Admit it—like I am—you weren't ready for Romo. Nobody this side of Fullerlove gave him unconditional acceptance. Coach Bill Parcells said he wasn't 100 percent sure of the switch. Owner Jerry Jones called it "a step back." Disgruntled fans of Drew Bledsoe even launched www.tonyhomo.com. Because really now, how's a 26-year-old from Eastern Illinois gonna lose a girlfriend and win a Super Bowl?

After two spectacular Sundays, Romo has at least turned a quarterback controversy into a quarterback coronation.

He's completed 66 percent of his passes for 554 yards, three touchdowns and only one interception. Against Washington, if not for two blatant drops by Owens, Romo hit 26 of 36 for 360 yards and three touchdowns. Even after hiccups by his receivers and his defense, Romo positioned the Cowboys for a classic climax with a gutsy 28-yard throw in the last 10 seconds. But in a bizarre ending only Rod Serling saw coming, the Cowboys somehow turned a potential game-winning 35-yard field goal into a loss.

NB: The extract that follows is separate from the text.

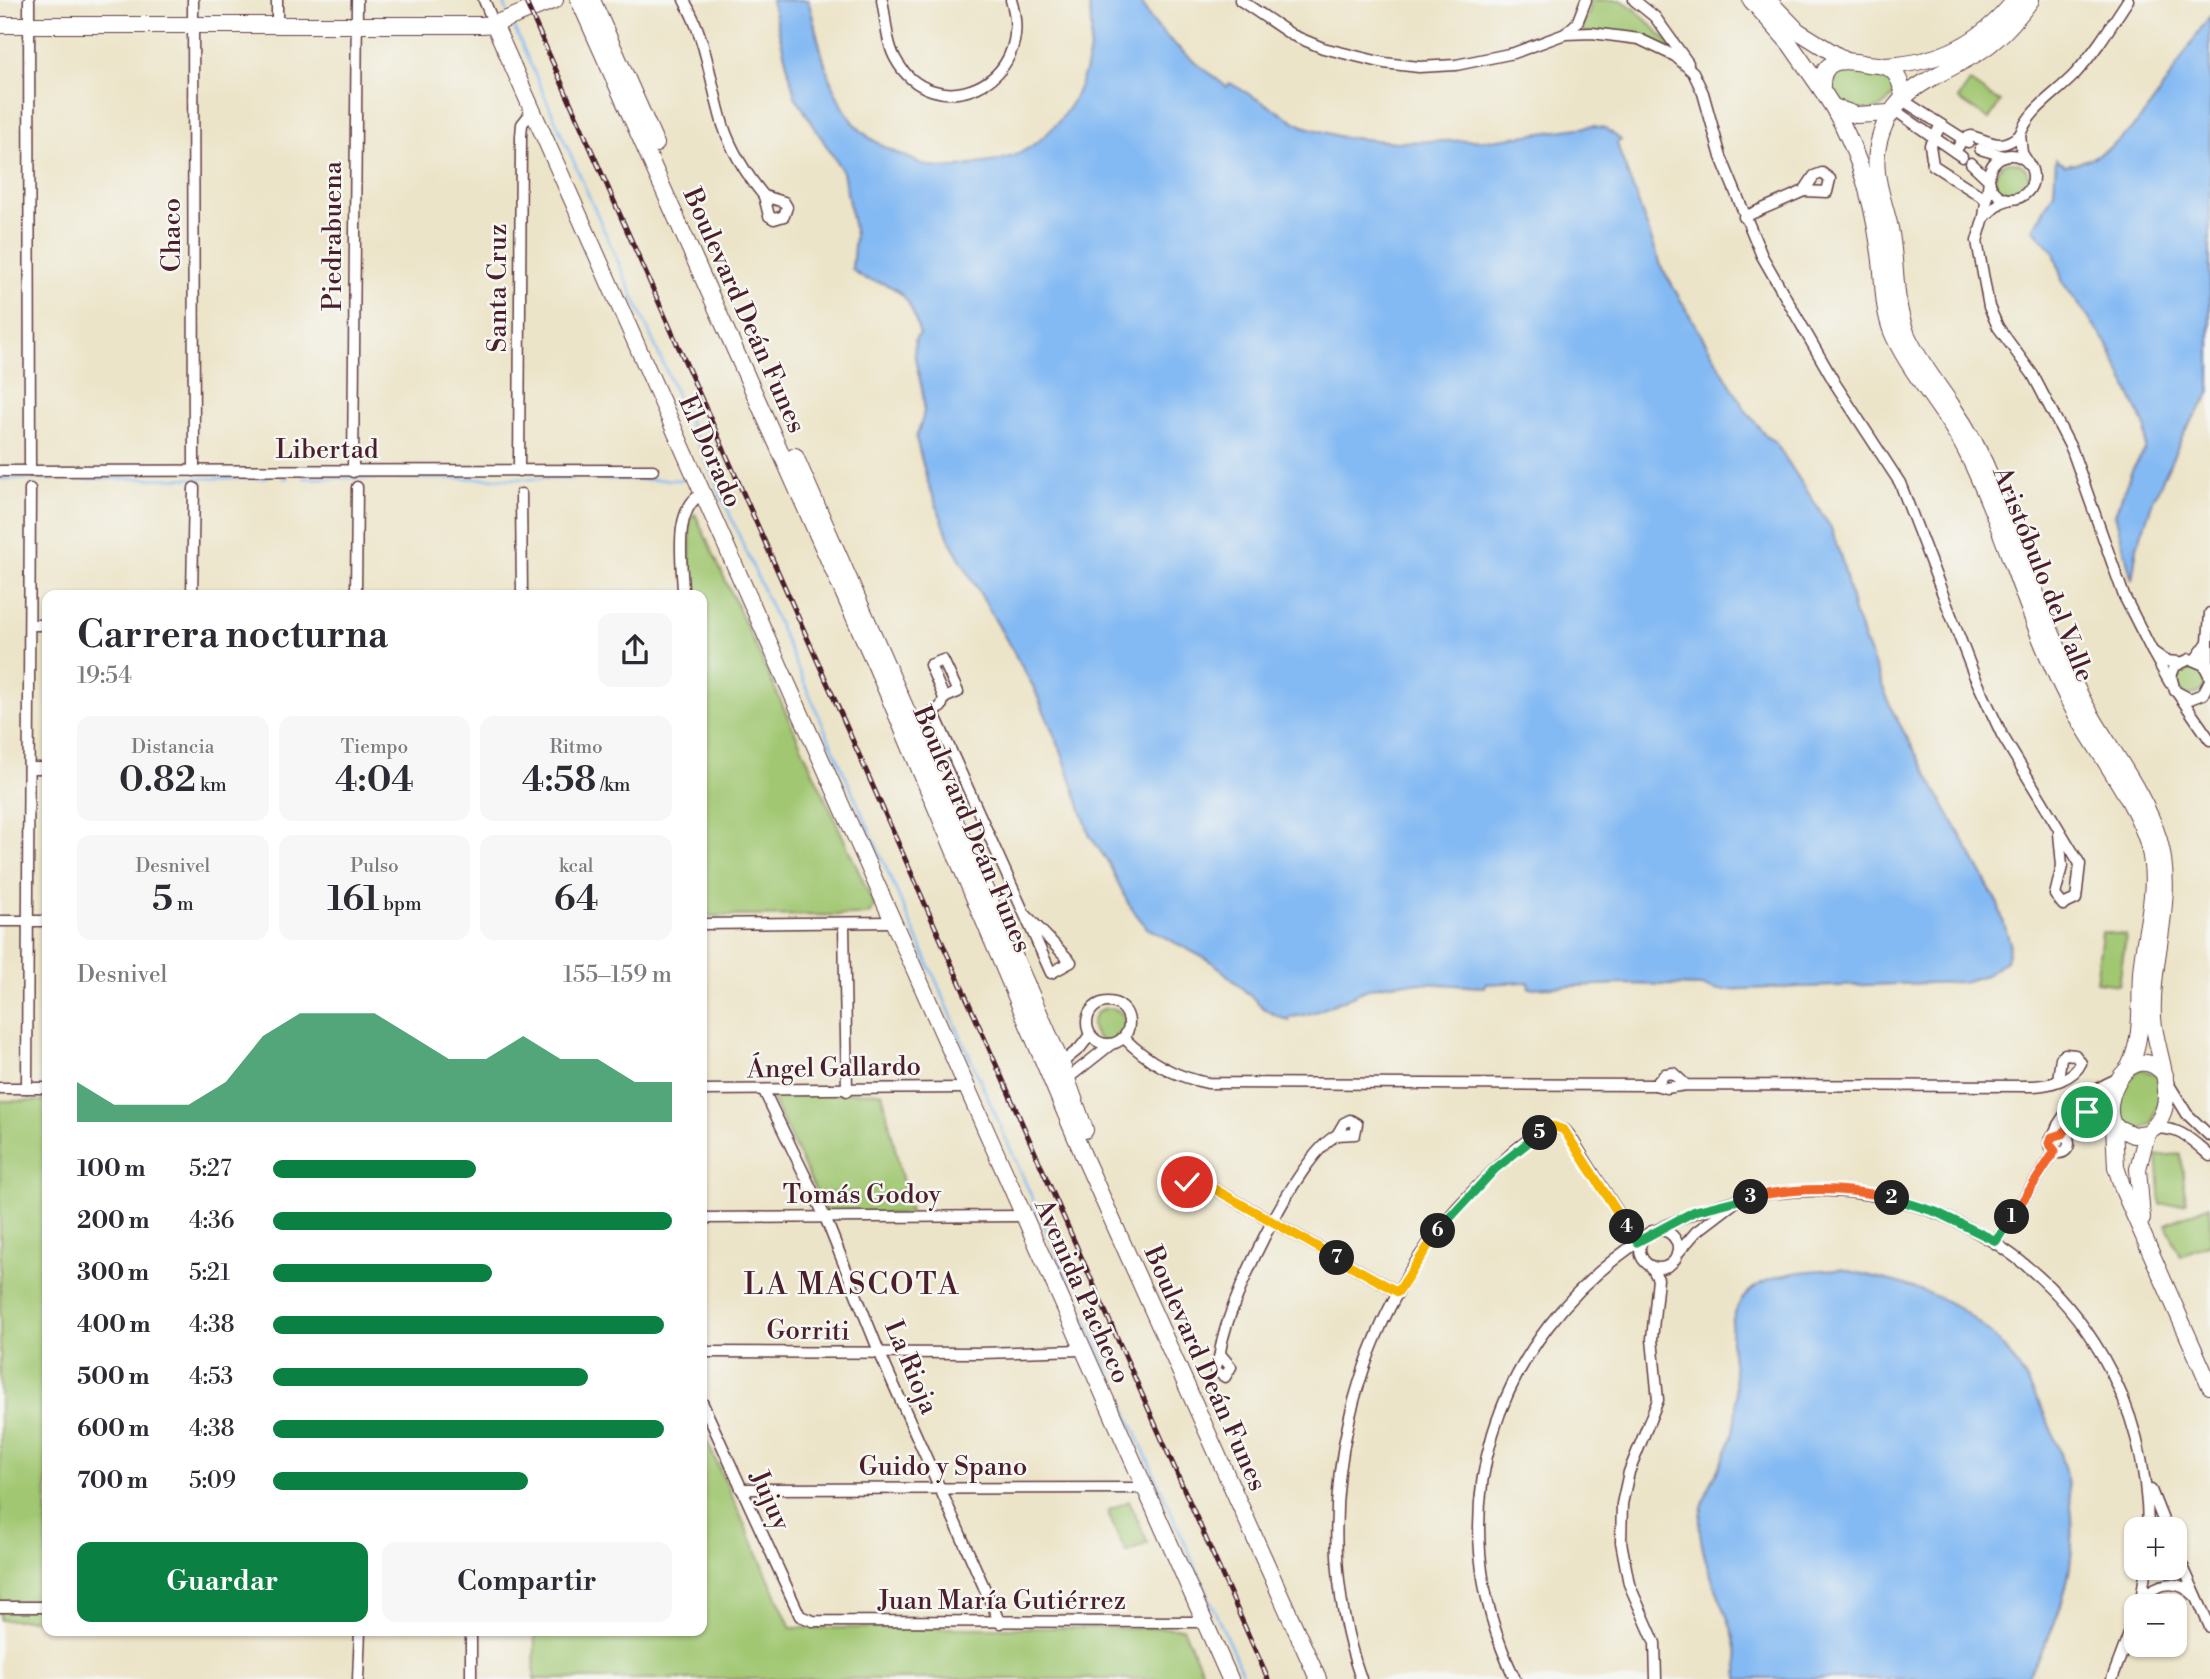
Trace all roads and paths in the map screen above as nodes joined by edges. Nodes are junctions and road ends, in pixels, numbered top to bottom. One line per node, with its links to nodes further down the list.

The D.C. disaster changed Dallas' record from 5-3 to 4-4. But it doesn't change the fact that Romo seemingly has "it."

In the wake of Romo's debut, Parcells brought up Johnny Unitas. NBC's John Madden compared him to Joe Montana. Troy Aikman called him "amazing." Sports Illustrated dubbed him "Tony Terrific."

"It's like a metamorphic change," Owens says while slipping into gray velour sweats across the locker room from Romo. "He just knows how to play quarterback. With us it's like two guys who for some reason just click and have that uncanny ability to feed off each other."

A product of small-town, small-market values in Burlington, Wisconsin, Romo is uncomfortable in yet underwhelmed by the sudden spotlight. After the victory over the Carolina Panthers October 29, he had 44 text messages on his Treo, including one from Dallas legend Nancy Lieberman. A spike in calls forced him to change his cell number. The squatter owning www.tonyromo.com began asking $25,000 for the site's rights. And the usual handful of fans at Romo's radio gig blossomed to more than 100.

Today, the heartbeat of a team. Tomorrow, the heartthrob of a nation.

"It's nice to know so many people care about you," says Romo, whose locker is littered with a fresh load of fan mail, countless pairs of silver Reebok cleats and that wristband/playsheet in unbelievably tiny type, proof he is blessed with superhero sight or a cozy relationship with Dr. William Boothe. "A lot of people might not like the attention. But I think it's great."

Romo wears a blue T-shirt, the beginnings of a playoff hockey beard and a Cowboys cap during the interview. Near the end he changes hats. From the start, he's altered moods.

You know by now that Parcells would rather start one of those "Who Am I..." e-mail chains than an inexperienced quarterback. But Romo instantly ramped him into an animated, passionate, almost human coach, like a red Corvette injected into a miserable mid-life crisis. In Carolina, Parcells went kissin' crazy. In Washington, he actually left his feet to call a crucial timeout. And last week at Valley Ranch the most impersonal coach in the history of the Cowboys stopped a racquetball game between employees to administer a hands-on, lighthearted lesson.

"When you guys hit the ball, don't just stand there and look at it," Parcells joked. "You fuckers like to admire your work too much."

Despite Parcells' improved outlook, the only true believers in a Cowboys post-season are the same nimrods who refer to three straight away games in the NFL as a "road trip." To lead Dallas to a Super Bowl, Romo would have to overcome the worst pedigree of any big-game quarterback in NFL history: Division I-AA. Undrafted. Zero professional success. And, as if we didn't have enough to worry about with T.O.'s sleepy head, now it's his slippery hands.

After three and a half seasons under Parcells, the Cowboys are what they are: An undisciplined team with a .500 record.

Don't fret. Dallas is on the verge of two discoveries that, regardless of record, would make this the most productive season of the millennium:

Romo might be the quarterback of the future.

Parcells might be a thing of the past.